France's far-right rejoices in `banal' victory
Tuesday 11 February 1997
Oddly, her first act as mayor will be to return to her suburban home outside Paris and hand over the government of Vitrolles to obscure, local National Front politicians and officials. Mrs Megret, who was running on behalf of her disqualified husband, made it clear from the beginning that she wanted to be elected mayor, but not to be mayor. Bruno Megret, second in command of the party nationwide, has no more interest than his wife in running Vitrolles, a failed experiment in concrete urbanism on the outskirts of Marseilles. It will be left to a cabal of local FN supporters to govern the place: presumably following the example set by the three Front mayors elected in nearby towns in 1995.
The Front's municipal strategy, according to the party's chief ideologist - none other than Bruno Megret - is to "banalise" the party's anti-immigrant, anti-establishment message: in other words to extend the FN's base by convincing voters that it is just another party, capable of running town halls more efficiently than the other parties.
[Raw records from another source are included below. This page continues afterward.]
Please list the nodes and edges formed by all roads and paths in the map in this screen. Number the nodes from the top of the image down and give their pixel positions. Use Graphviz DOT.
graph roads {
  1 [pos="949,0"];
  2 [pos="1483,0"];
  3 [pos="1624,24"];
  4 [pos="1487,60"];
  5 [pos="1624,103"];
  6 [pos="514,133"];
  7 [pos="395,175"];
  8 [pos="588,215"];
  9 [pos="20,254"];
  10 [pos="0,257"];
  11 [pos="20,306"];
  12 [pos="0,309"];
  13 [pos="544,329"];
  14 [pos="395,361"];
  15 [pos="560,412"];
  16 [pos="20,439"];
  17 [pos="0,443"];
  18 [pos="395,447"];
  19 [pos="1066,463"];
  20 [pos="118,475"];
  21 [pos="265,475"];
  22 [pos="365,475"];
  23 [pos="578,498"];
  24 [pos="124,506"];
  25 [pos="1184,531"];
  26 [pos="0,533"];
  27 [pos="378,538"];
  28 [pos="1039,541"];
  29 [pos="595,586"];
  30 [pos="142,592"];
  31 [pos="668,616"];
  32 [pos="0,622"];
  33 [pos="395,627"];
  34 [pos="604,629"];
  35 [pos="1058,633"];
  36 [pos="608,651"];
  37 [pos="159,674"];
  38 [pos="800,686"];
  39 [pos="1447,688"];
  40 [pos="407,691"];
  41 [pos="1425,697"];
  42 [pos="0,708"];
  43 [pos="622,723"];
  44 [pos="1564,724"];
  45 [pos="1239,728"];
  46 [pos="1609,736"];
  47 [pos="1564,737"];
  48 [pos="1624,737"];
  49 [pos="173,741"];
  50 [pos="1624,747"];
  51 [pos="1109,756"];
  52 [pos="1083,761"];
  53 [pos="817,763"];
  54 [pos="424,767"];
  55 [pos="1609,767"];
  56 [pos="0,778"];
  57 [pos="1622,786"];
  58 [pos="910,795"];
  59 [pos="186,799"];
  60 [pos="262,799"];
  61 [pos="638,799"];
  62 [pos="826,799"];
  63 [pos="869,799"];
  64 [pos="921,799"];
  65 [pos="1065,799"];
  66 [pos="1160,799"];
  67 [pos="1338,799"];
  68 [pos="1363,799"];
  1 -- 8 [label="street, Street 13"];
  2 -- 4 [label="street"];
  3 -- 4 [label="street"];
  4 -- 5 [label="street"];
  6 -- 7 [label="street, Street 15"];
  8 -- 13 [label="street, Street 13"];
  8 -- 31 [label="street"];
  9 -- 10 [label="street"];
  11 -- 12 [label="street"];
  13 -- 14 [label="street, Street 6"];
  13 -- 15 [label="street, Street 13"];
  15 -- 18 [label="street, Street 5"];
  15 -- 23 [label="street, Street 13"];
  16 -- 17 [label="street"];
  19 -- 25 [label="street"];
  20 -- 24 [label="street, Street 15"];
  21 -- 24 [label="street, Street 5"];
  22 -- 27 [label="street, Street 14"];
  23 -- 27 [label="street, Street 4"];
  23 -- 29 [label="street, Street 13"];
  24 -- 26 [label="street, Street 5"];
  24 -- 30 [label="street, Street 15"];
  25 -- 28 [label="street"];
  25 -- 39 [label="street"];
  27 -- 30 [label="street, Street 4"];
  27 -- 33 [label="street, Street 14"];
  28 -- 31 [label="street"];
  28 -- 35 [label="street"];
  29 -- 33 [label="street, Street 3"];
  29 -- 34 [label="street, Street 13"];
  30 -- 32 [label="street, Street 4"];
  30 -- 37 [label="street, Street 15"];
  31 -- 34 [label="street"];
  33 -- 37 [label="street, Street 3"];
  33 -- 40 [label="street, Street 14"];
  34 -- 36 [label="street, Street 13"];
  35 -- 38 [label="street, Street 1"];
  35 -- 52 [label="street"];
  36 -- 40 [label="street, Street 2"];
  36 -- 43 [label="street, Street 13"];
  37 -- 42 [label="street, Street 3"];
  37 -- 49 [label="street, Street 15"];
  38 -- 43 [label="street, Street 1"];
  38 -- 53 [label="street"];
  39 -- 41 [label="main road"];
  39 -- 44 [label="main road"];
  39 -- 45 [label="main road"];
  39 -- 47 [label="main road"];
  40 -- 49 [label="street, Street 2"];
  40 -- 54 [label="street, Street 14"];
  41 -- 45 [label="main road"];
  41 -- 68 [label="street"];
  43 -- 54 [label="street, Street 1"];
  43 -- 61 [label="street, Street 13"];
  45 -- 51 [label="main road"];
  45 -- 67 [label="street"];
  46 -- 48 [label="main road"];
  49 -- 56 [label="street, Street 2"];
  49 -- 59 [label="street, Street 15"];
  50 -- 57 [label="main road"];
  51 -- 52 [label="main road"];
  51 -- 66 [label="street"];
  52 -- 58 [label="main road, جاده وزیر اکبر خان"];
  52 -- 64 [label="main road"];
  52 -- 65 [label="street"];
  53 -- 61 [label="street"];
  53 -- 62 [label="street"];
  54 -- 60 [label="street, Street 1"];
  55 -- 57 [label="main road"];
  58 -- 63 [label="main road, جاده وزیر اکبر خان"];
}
So what is the FN's record in its other seats of power - Toulon, Orange and Marignane? Town government has not collapsed, as perhaps the Front's opponents might have wished. There has been no wholesale persecution of immigrants. There has been no obvious gain in municipal efficiency either.
What there has been is a mixture of racist pettiness, political vindictiveness and censorship, mixed with the kind of cronyism which is rife throughout French local government. FN opponents - and some non-political locals - also complain of a rising mood of racial and political intolerance, which they blame on the example set from the town hall.
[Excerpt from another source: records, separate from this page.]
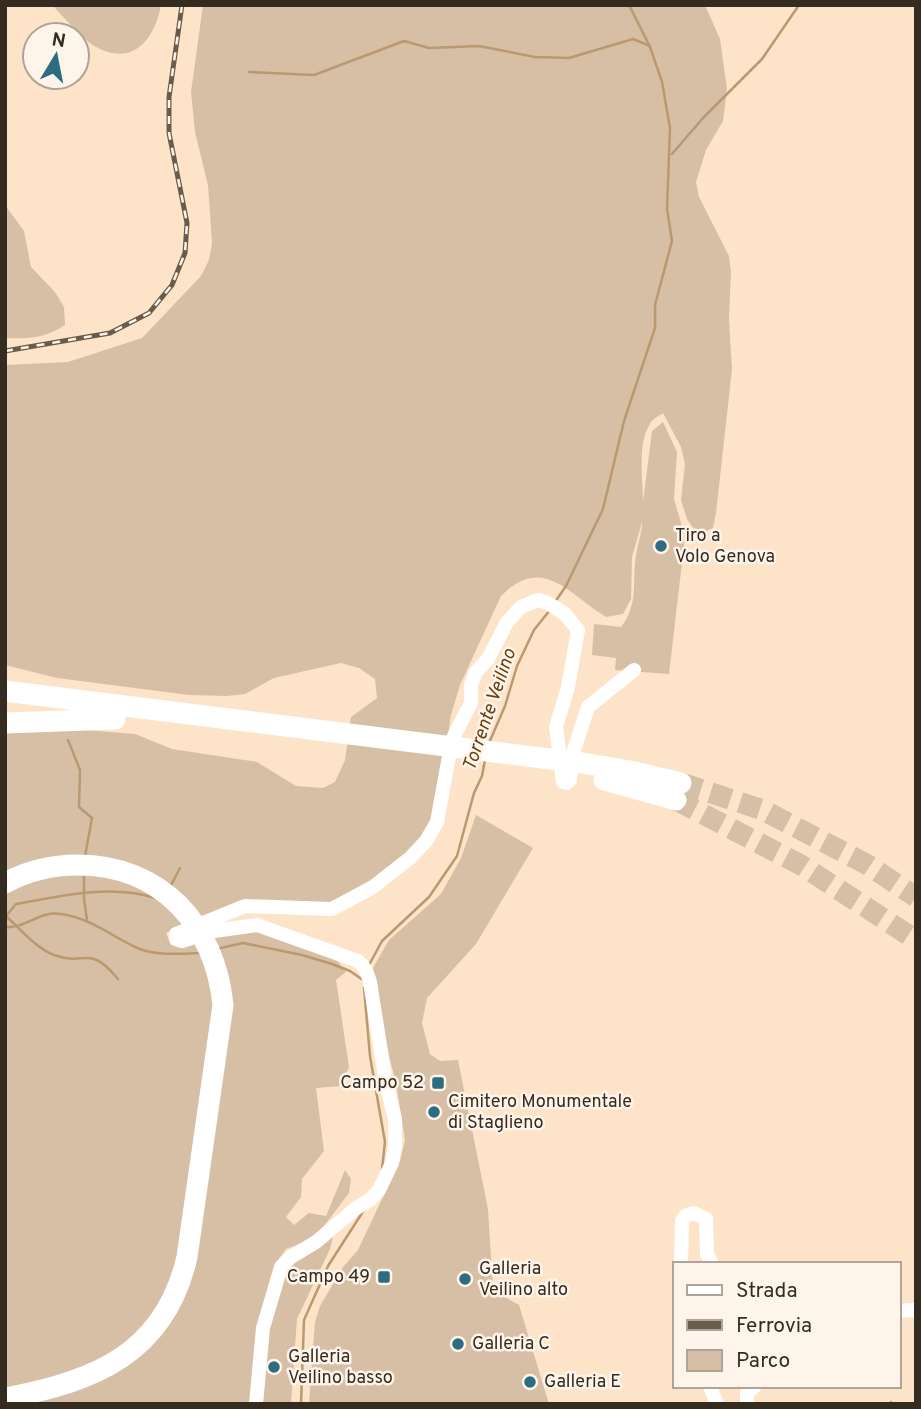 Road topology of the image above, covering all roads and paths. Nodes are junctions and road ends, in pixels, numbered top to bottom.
1 (634, 670) dead end
2 (5, 684) edge
3 (5, 691) edge
4 (52, 696) junction
5 (5, 704) edge
6 (115, 719) junction
7 (5, 723) edge
8 (311, 736) junction
9 (678, 792) tunnel mouth
10 (5, 883) edge
11 (681, 1262) edge
12 (711, 1262) edge
13 (753, 1388) edge
14 (5, 1398) edge
15 (256, 1404) edge
16 (747, 1404) edge

1 - 15 street
2 - 4 highway
3 - 4 highway
4 - 8 highway
5 - 6 highway
6 - 7 highway
6 - 8 highway
8 - 9 highway
10 - 14 highway
11 - 12 street
13 - 16 street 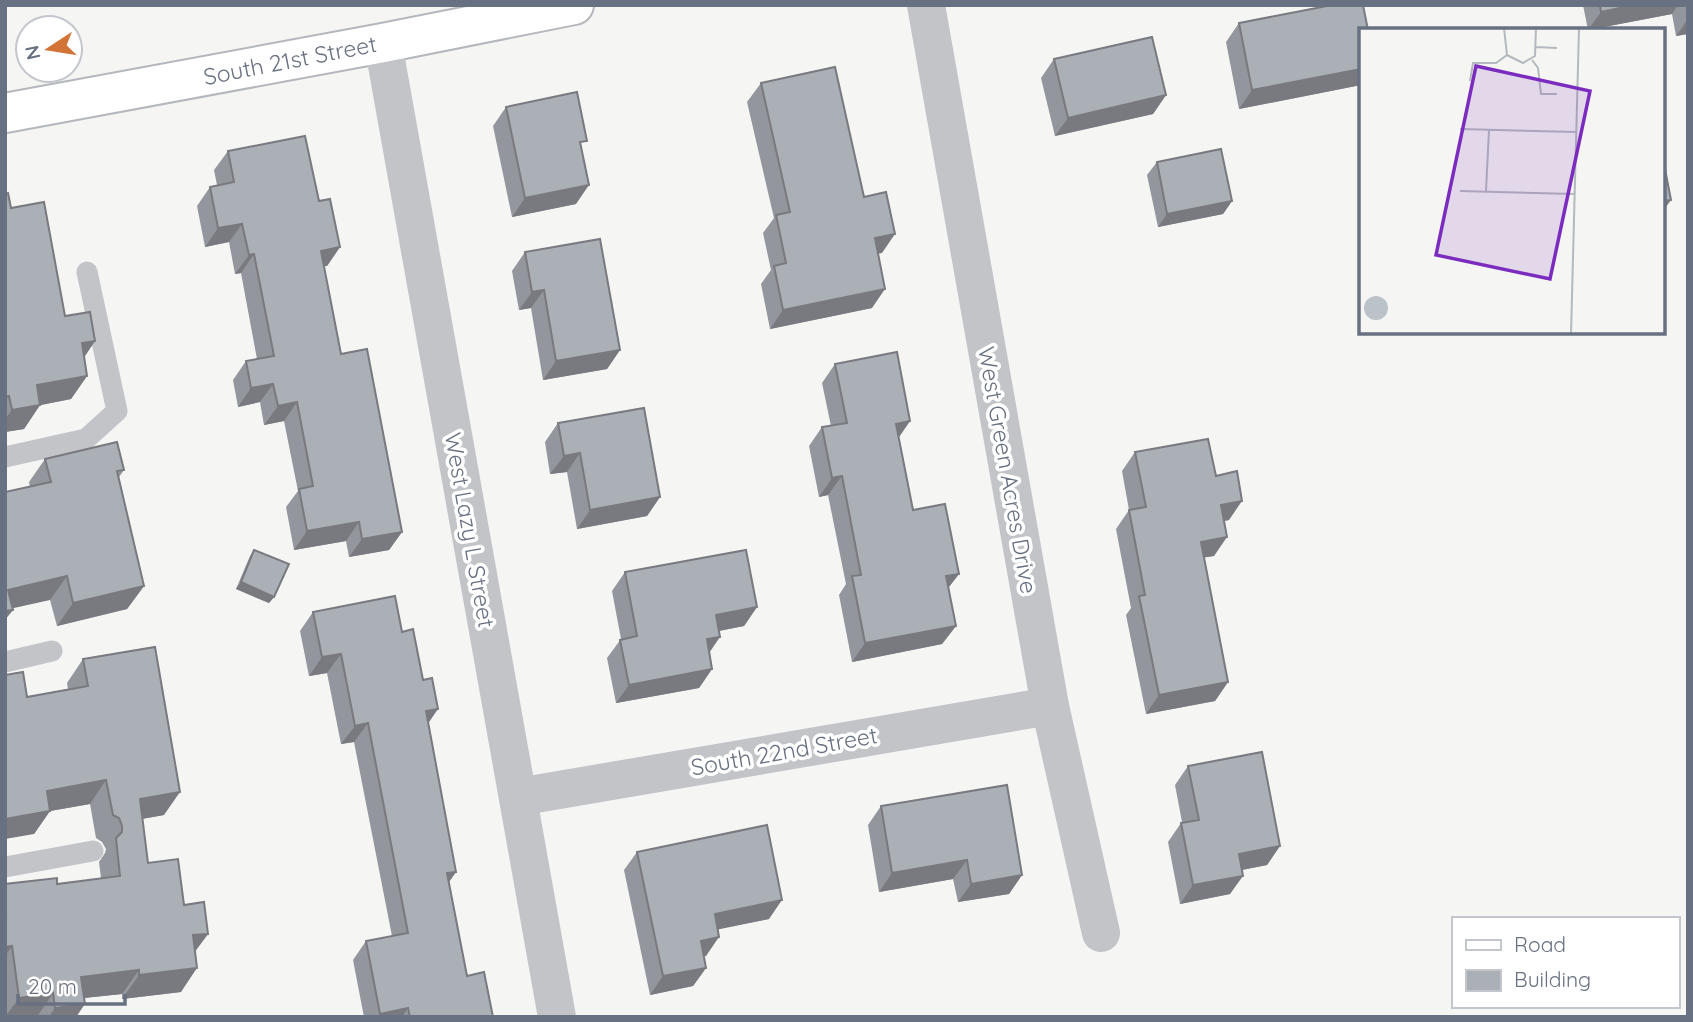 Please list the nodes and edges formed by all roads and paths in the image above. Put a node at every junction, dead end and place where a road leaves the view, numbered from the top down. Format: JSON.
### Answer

In Marignane, next door to Vitrolles, the FN mayor, Daniel Simonpieri, claims to have cut taxes and spending. A local apolitical taxpayers' group points out that taxes may have fallen by a few centimes but spending has, rather mysteriously, risen. One of the mayor's first acts was to abolish the special, pork-free school lunch menus which had previously been provided for Muslim and Jewish pupils. It is this kind of in-your-face racial insensitivity which gives the lie to the FN's claim that it is not a racist party. (The official Front line is that it supports the rights of French people of all races over immigrants of all races.)
In both Marignane and Orange, 60 miles to the north in the Rhone valley, the FN-controlled town halls have ordered - in the name of "ideological rebalancing" - local libraries to stock far-right newspapers, periodicals and books, and to cancel subscriptions to allegedly ultra-leftist newspapers. These include Liberation which is only just left of centre, and a leftist but respectable regional newspaper, La Marseillaise.
In Orange, three out five social centres - those serving immigrant areas - have been closed. Town-hall employees have complained of an "atmosphere of humiliation, persecution and menace" directed against anyone who overtly resists the FN line.
In Toulon, the naval port east of Marseilles, and the largest city under FN control, the party record of day-to-day management is poor. Local taxes have risen, despite the slashing of cultural and sporting budgets. The town's traditional Christmas distribution of toys to poor children was switched last year to a new organisation, which gave presents to "French children only". The mayor, Jean-Marie le Chevallier, described as "unfortunate" the invitation of a Jewish writer, Marek Halter, to the Toulon book festival.
Overall, the very fact that the FN is running towns may, as Mr Megret hopes, "banalise" the party. But its record fails utterly to support its claim to be a respectable, pro-French but non-racist democratic movement.